WHAT IS REQUIRED:
Go through the entries below and collect each line with the string "Djébo" in it.

::: PROVIDED DATA

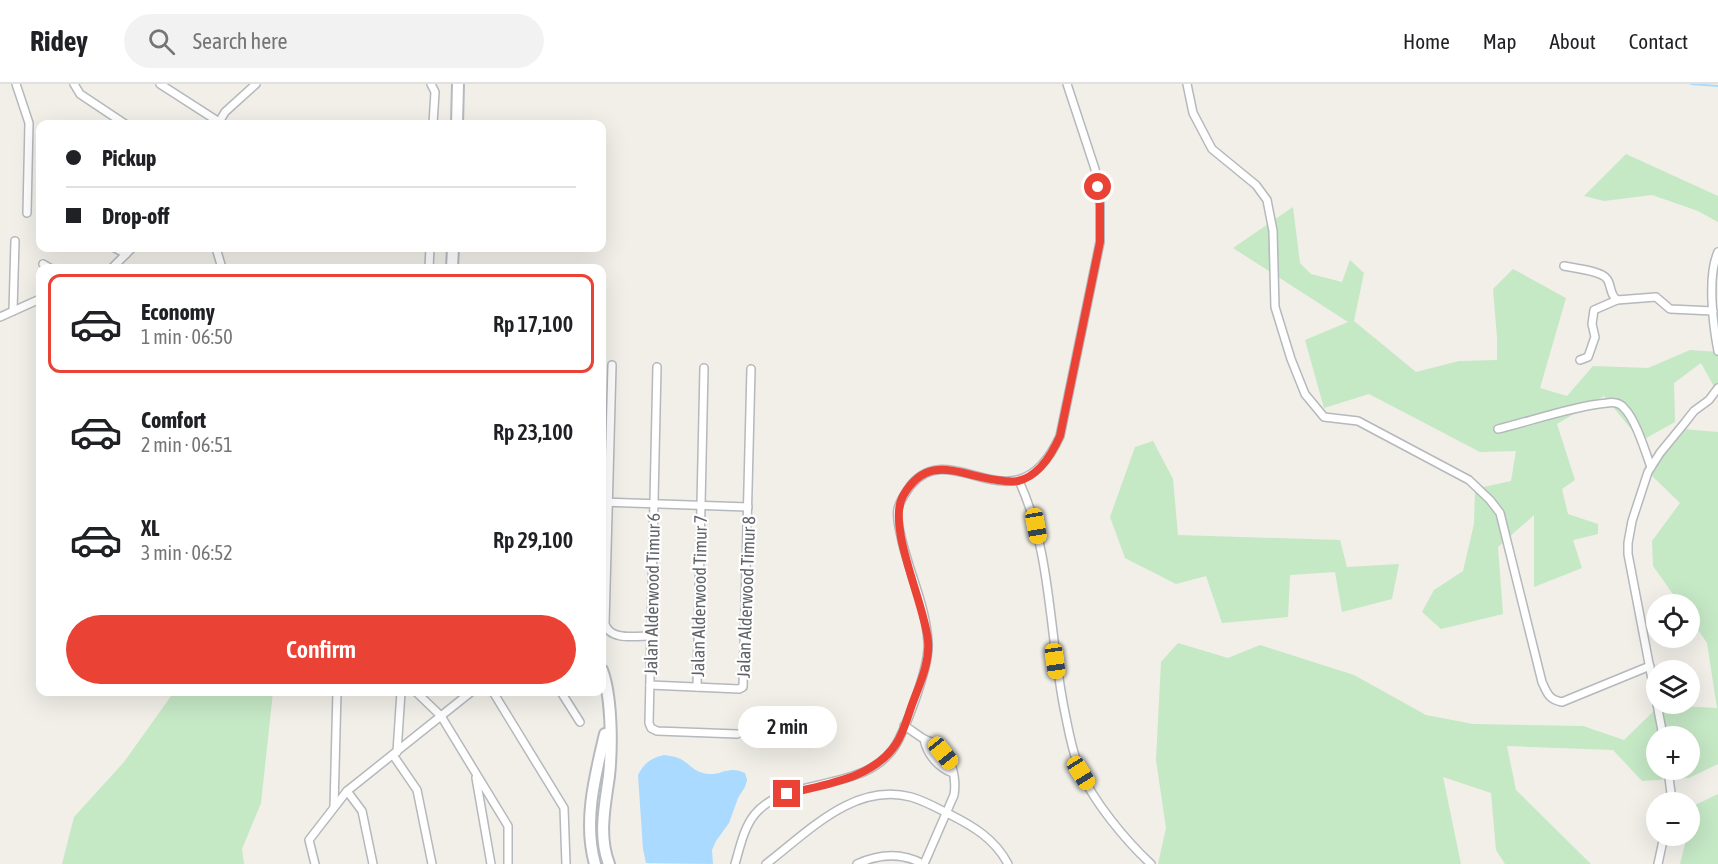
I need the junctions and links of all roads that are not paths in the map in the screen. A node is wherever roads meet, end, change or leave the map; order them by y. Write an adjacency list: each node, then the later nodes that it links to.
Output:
1 (16, 84): 14 (street)
2 (74, 84): 9 (street)
3 (160, 84): 10 (street)
4 (256, 84): 11 (street)
5 (458, 84): 13 (street)
6 (1067, 84): 35 (street)
7 (1187, 84): 44 (street)
8 (433, 85): 12 (street)
9 (119, 120)
10 (214, 120)
11 (220, 120)
12 (433, 120)
13 (457, 120)
14 (27, 213)
15 (15, 241): 23 (street)
16 (122, 252): 18 (street)
17 (1718, 252): 24 (street)
18 (126, 254): 19 (street)
19 (116, 264)
20 (1564, 266): 21 (street)
21 (1617, 300): 24 (street); 27 (street)
22 (36, 301): 23 (street)
23 (13, 311): 25 (street)
24 (1713, 311): 26 (street)
25 (0, 317)
26 (1718, 351)
27 (1580, 360)
28 (612, 365): 36 (street)
29 (657, 367): 38 (street, Jalan Alderwood Timur 6)
30 (704, 369): 39 (street, Jalan Alderwood Timur 7)
31 (751, 369): 40 (street, Jalan Alderwood Timur 8)
32 (1718, 388): 34 (street)
33 (1498, 429): 34 (street)
34 (1651, 467): 43 (street)
35 (1018, 481): 57 (street); 78 (street)
36 (606, 482)
37 (606, 502): 38 (street)
38 (654, 503): 39 (street); 42 (street, Jalan Alderwood Timur 6)
39 (701, 505): 40 (street); 47 (street, Jalan Alderwood Timur 7)
40 (748, 507): 47 (street, Jalan Alderwood Timur 8)
41 (606, 628): 42 (street)
42 (651, 636): 45 (street, Jalan Alderwood Timur 6)
43 (1649, 660)
44 (1646, 668)
45 (650, 685): 47 (street); 58 (street, Jalan Alderwood Timur 6)
46 (606, 686): 55 (street)
47 (697, 687)
48 (337, 696): 62 (street)
49 (401, 696): 59 (street)
50 (420, 696): 54 (street)
51 (466, 696): 54 (street)
52 (495, 696): 70 (street)
53 (564, 696): 56 (street)
54 (441, 716): 59 (street); 60 (street)
55 (609, 718): 71 (street); 72 (street)
56 (580, 722)
57 (904, 726): 63 (street); 73 (street)
58 (737, 734)
59 (395, 753): 61 (street); 67 (street)
60 (475, 772): 68 (street); 69 (street)
61 (347, 791): 62 (street); 66 (street)
62 (334, 807): 65 (street)
63 (946, 812): 74 (street); 76 (street); 77 (street)
64 (1662, 846): 79 (street)
65 (315, 864)
66 (373, 864)
67 (432, 864)
68 (491, 864)
69 (508, 864)
70 (566, 864)
71 (595, 864)
72 (609, 864)
73 (735, 864)
74 (766, 864)
75 (858, 864): 76 (street)
76 (923, 864)
77 (1008, 864)
78 (1151, 864)
79 (1658, 864)

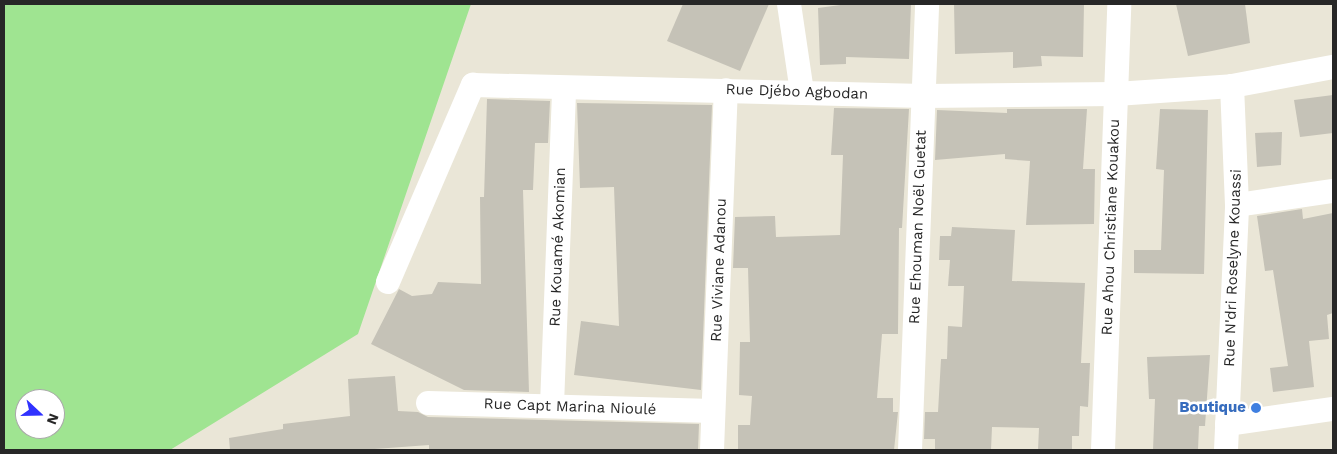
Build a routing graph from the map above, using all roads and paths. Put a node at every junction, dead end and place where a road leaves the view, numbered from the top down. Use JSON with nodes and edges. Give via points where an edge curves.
{"nodes":[{"id":1,"x":789,"y":4,"type":"edge"},
{"id":2,"x":927,"y":4,"type":"edge"},
{"id":3,"x":1119,"y":4,"type":"edge"},
{"id":4,"x":1333,"y":67,"type":"edge"},
{"id":5,"x":1232,"y":86,"type":"junction"},
{"id":6,"x":564,"y":89,"type":"junction"},
{"id":7,"x":726,"y":90,"type":"junction"},
{"id":8,"x":802,"y":92,"type":"junction"},
{"id":9,"x":1116,"y":94,"type":"junction"},
{"id":10,"x":924,"y":96,"type":"junction"},
{"id":11,"x":1333,"y":191,"type":"edge"},
{"id":12,"x":1237,"y":205,"type":"junction"},
{"id":13,"x":388,"y":282,"type":"dead end"},
{"id":14,"x":428,"y":403,"type":"dead end"},
{"id":15,"x":552,"y":405,"type":"junction"},
{"id":16,"x":1333,"y":409,"type":"edge"},
{"id":17,"x":713,"y":411,"type":"junction"},
{"id":18,"x":1228,"y":424,"type":"junction"},
{"id":19,"x":712,"y":450,"type":"edge"},
{"id":20,"x":910,"y":450,"type":"edge"},
{"id":21,"x":1103,"y":450,"type":"edge"},
{"id":22,"x":1226,"y":450,"type":"edge"}],
"edges":[{"from":1,"to":8,"type":"street"},
{"from":2,"to":10,"type":"street","name":"Rue Ehouman Noël Guetat"},
{"from":3,"to":9,"type":"street","name":"Rue Ahou Christiane Kouakou"},
{"from":4,"to":5,"type":"street","name":"Rue Djébo Agbodan"},
{"from":5,"to":9,"type":"street","name":"Rue Djébo Agbodan"},
{"from":5,"to":12,"type":"street","name":"Rue N'dri Roselyne Kouassi"},
{"from":6,"to":7,"type":"street","name":"Rue Djébo Agbodan"},
{"from":6,"to":13,"type":"street","name":"Rue Djébo Agbodan","via":[[473,85]]},
{"from":6,"to":15,"type":"street","name":"Rue Kouamé Akomian"},
{"from":7,"to":8,"type":"street","name":"Rue Djébo Agbodan"},
{"from":7,"to":17,"type":"street","name":"Rue Viviane Adanou"},
{"from":8,"to":10,"type":"street","name":"Rue Djébo Agbodan"},
{"from":9,"to":10,"type":"street","name":"Rue Djébo Agbodan"},
{"from":9,"to":21,"type":"street","name":"Rue Ahou Christiane Kouakou"},
{"from":10,"to":20,"type":"street","name":"Rue Ehouman Noël Guetat"},
{"from":11,"to":12,"type":"street"},
{"from":12,"to":18,"type":"street","name":"Rue N'dri Roselyne Kouassi"},
{"from":14,"to":15,"type":"street","name":"Rue Capt Marina Nioulé"},
{"from":15,"to":17,"type":"street","name":"Rue Capt Marina Nioulé"},
{"from":16,"to":18,"type":"street"},
{"from":17,"to":19,"type":"street","name":"Rue Viviane Adanou"},
{"from":18,"to":22,"type":"street","name":"Rue N'dri Roselyne Kouassi"}]}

::::::

WRITTEN RESPONSE:
{"from":4,"to":5,"type":"street","name":"Rue Djébo Agbodan"},
{"from":5,"to":9,"type":"street","name":"Rue Djébo Agbodan"},
{"from":6,"to":7,"type":"street","name":"Rue Djébo Agbodan"},
{"from":6,"to":13,"type":"street","name":"Rue Djébo Agbodan","via":[[473,85]]},
{"from":7,"to":8,"type":"street","name":"Rue Djébo Agbodan"},
{"from":8,"to":10,"type":"street","name":"Rue Djébo Agbodan"},
{"from":9,"to":10,"type":"street","name":"Rue Djébo Agbodan"},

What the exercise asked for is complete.